Your apparent disdain for anyone who may not embrace your visioning is telling and disheartening, and frankly one of the reasons I decided to leave this city. Life is too short to live it with people who think deriding other folks for no other reason than they may have differing opinions, is good for the community.
peace out
“Evidently it’s people like you (whom I choose NOT to call derisive names) who have decided how I am supposed to live if I wish to remain in my home of 25 years — so, how is that “live and let live”?”
No one cares how you live or what you do in your house. The entitlement is when, for some reason, other people choosing to live differently than you is “deciding how [you are] supposed to live.”
This conversation is a perfect example of how the internet kills civil discourse. Comments sections enable anonymous conversations with no culpability for rudeness. Try imagining you are talking to each other over a cup of coffee. It might help you see each other’s points of view.
Instead of sniping from the sidelines, why don’t you mediate and lay out what our points of view are?
As I said above…
Dear Steve Nelson, check out the zoning map and look at how many R4 properties are on the map. 291 Evendale ripe for this kind of development. I don’t know why everyone is so upset. In R4 zoning, BMR apartments could be set aside for Teachers!
This is a lose / lose / lose for everyone involved, except for some Los Altos Hills residents who get to send their kids to a brand new school in Mountain View and some developers who will profit billions.
Man the lack of consideration for cars is simply stunning
There goes the neighborhood! High rise nightmare.

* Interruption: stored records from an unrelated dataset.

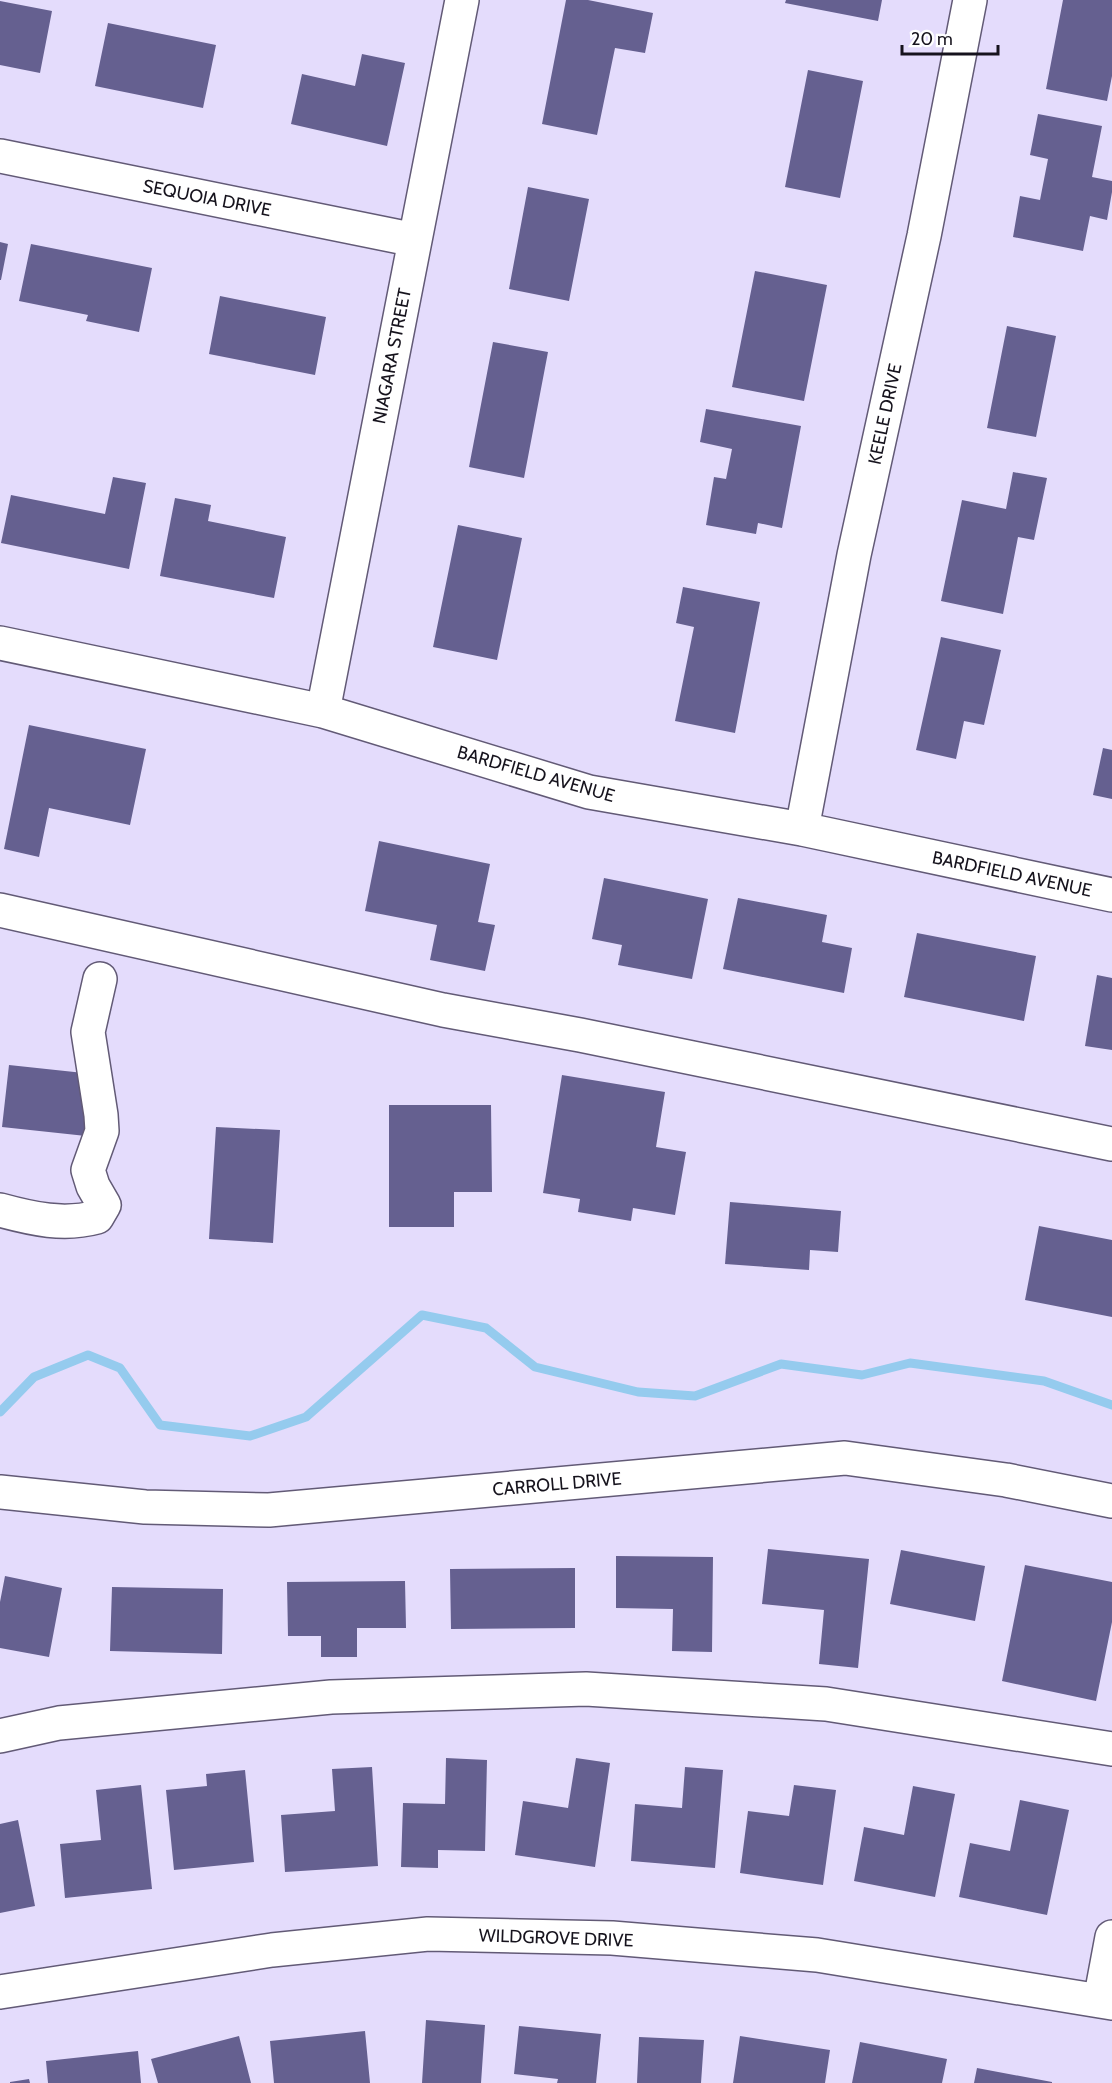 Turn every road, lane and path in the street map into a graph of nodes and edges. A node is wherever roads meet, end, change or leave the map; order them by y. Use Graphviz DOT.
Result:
graph roads {
  1 [pos="462,0"];
  2 [pos="970,0"];
  3 [pos="0,156"];
  4 [pos="414,240"];
  5 [pos="0,643"];
  6 [pos="323,711"];
  7 [pos="802,829"];
  8 [pos="1112,895"];
  9 [pos="0,910"];
  10 [pos="99,979"];
  11 [pos="1112,1144"];
  12 [pos="0,1210"];
  13 [pos="0,1492"];
  14 [pos="1112,1501"];
  15 [pos="0,1736"];
  16 [pos="1112,1749"];
  17 [pos="1112,1937"];
  18 [pos="0,1992"];
  19 [pos="1106,2002"];
  1 -- 4 [label="street, NIAGARA STREET"];
  2 -- 7 [label="street, KEELE DRIVE"];
  3 -- 4 [label="street, SEQUOIA DRIVE"];
  4 -- 6 [label="street, NIAGARA STREET"];
  5 -- 6 [label="street, BARDFIELD AVENUE"];
  6 -- 7 [label="street, BARDFIELD AVENUE"];
  7 -- 8 [label="street, BARDFIELD AVENUE"];
  9 -- 11 [label="street"];
  10 -- 12 [label="street"];
  13 -- 14 [label="street, CARROLL DRIVE"];
  15 -- 16 [label="street"];
  17 -- 19 [label="street"];
  18 -- 19 [label="street, WILDGROVE DRIVE"];
} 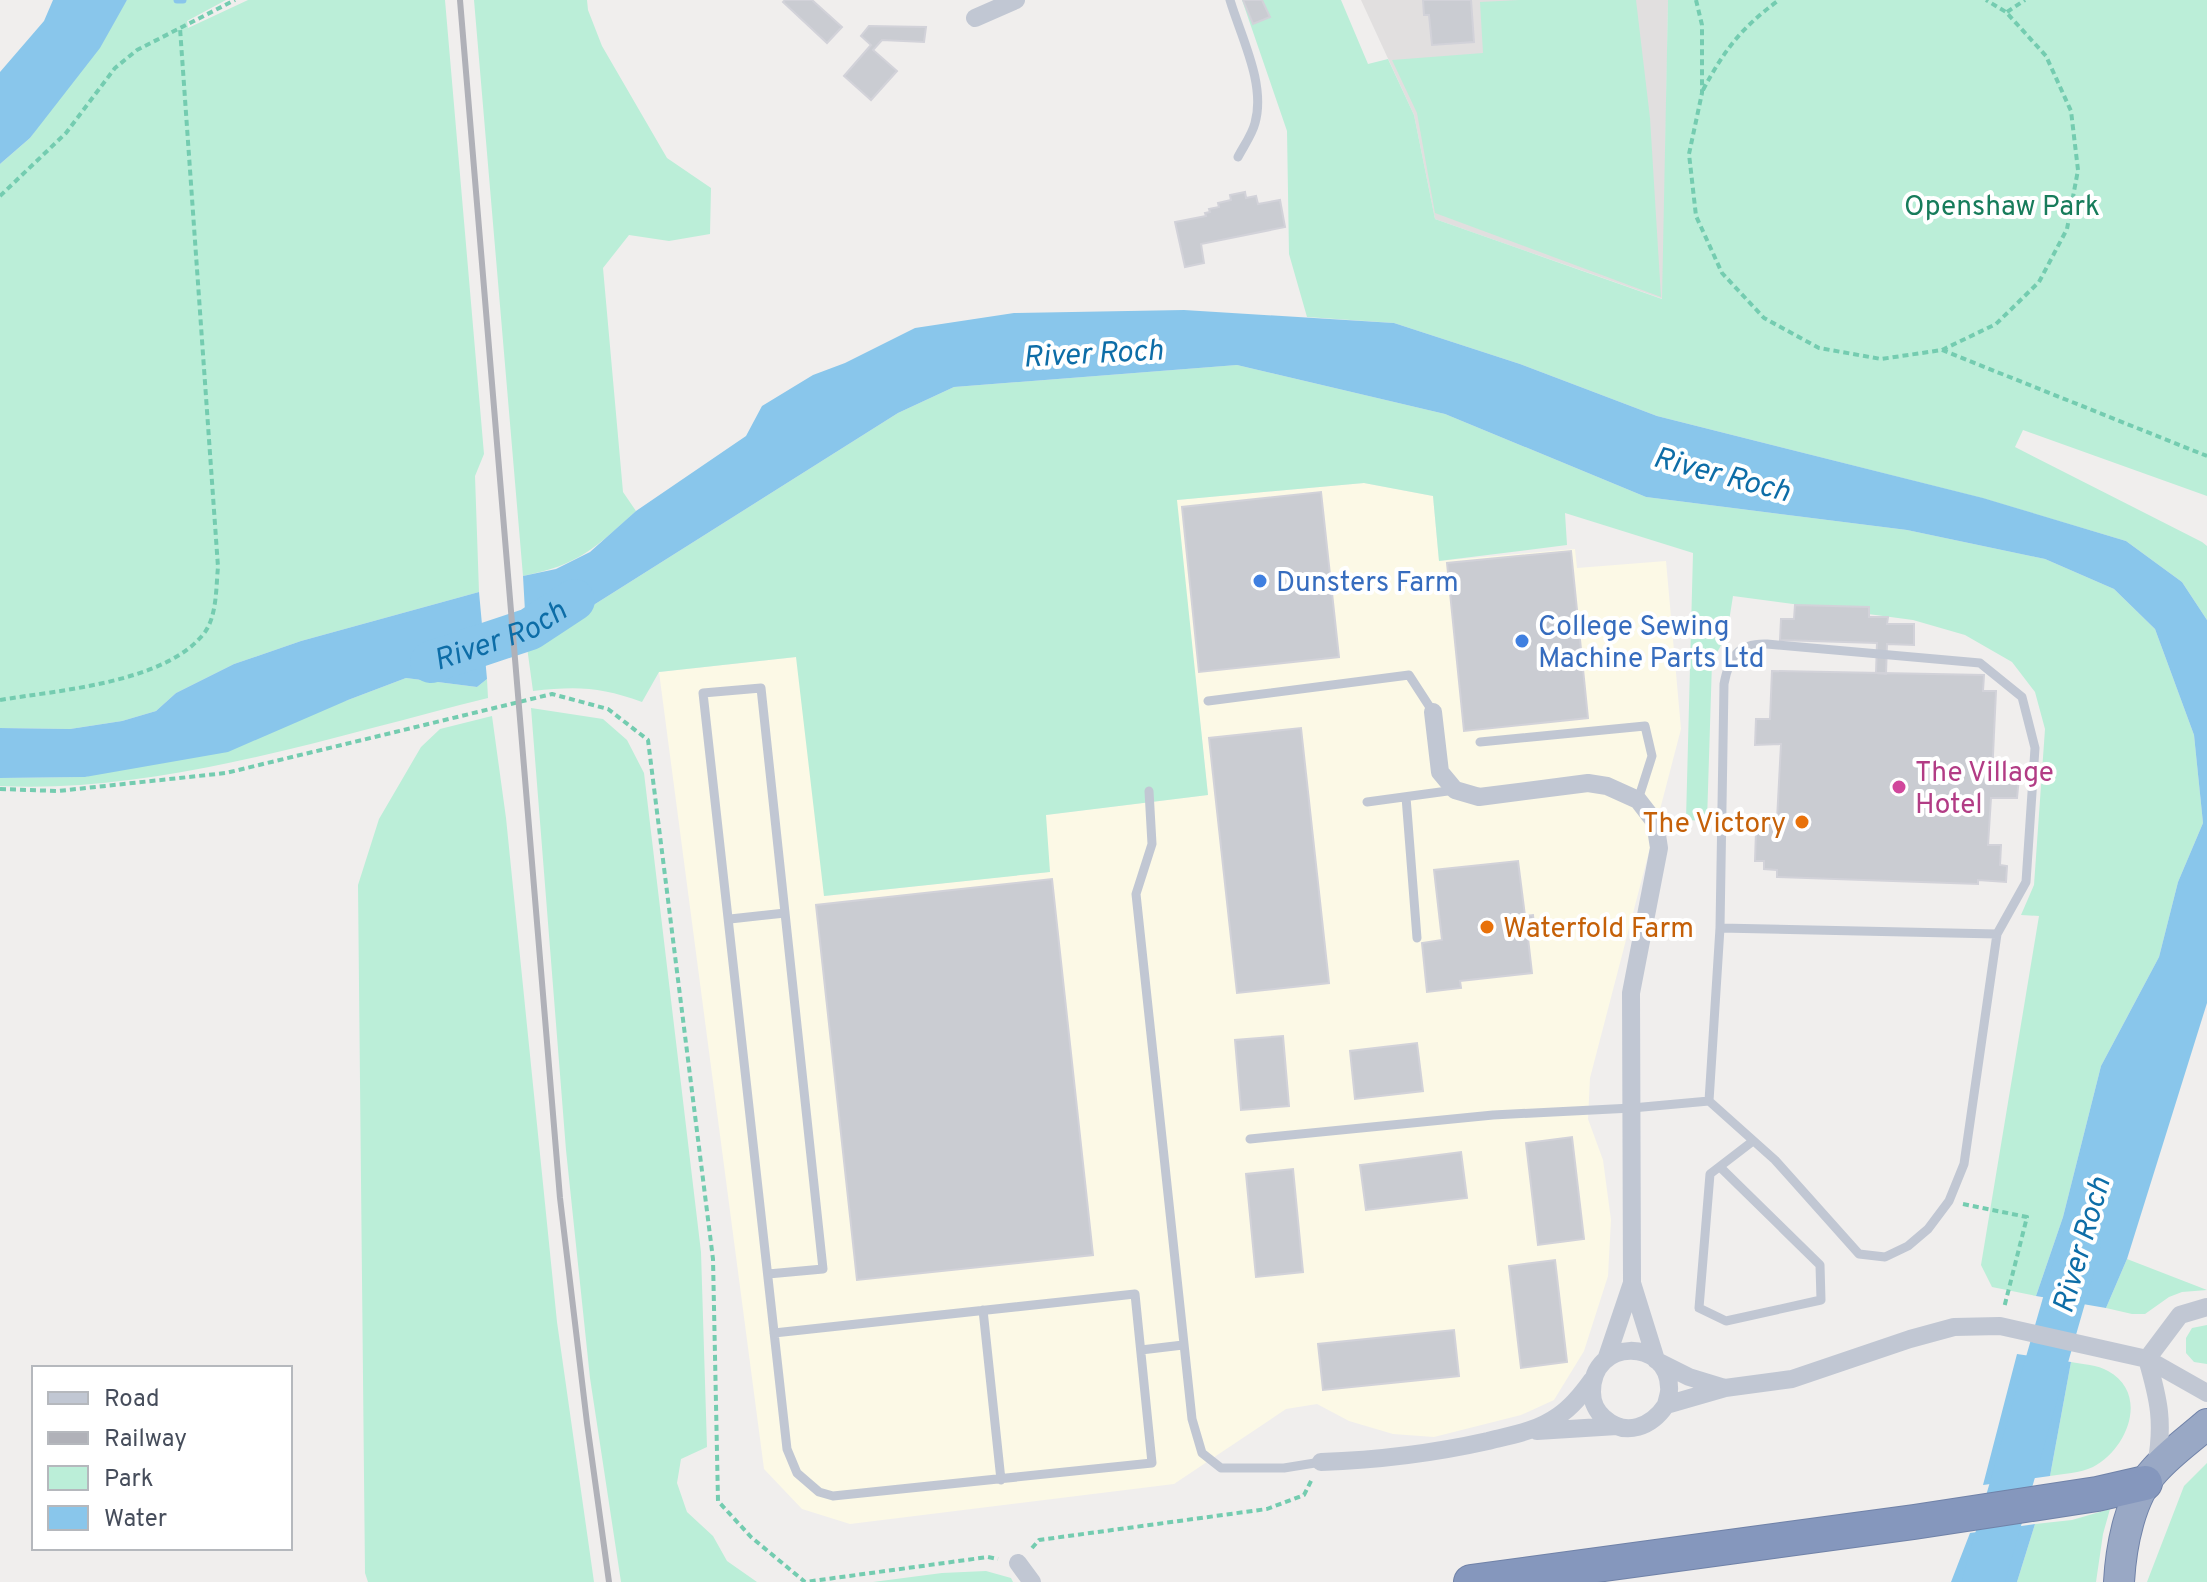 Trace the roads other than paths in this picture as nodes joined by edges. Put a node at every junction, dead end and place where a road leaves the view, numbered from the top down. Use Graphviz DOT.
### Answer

Like some of the early posters – this increased residential unit density – is AT A LOSS to the local schools (MVWSD will get more students) and a relative GAIN to Los Altos School District. (they will have less students than the residential development proposed for the San Antonio area.)
Council members Abe-Koga and Showalter were exactly right on the LASD “deal”.
I generally support YIMBY tendencies, but the taxation/benefits of this “sale” of development “rights”? A load of c$#!.
(IMO)
Neighborhood school. ‘It isn’t a question of if, but a question of when!’ I guess the old administration of MVWSD was right, even if they didn’t really git it! The question of TIME for reopening a neighborhood elementary in Whisman/Slater, is at hand! The shovel ceremony (“groundbreaking”) for this school, is this coming Thursday, April 26, 2018!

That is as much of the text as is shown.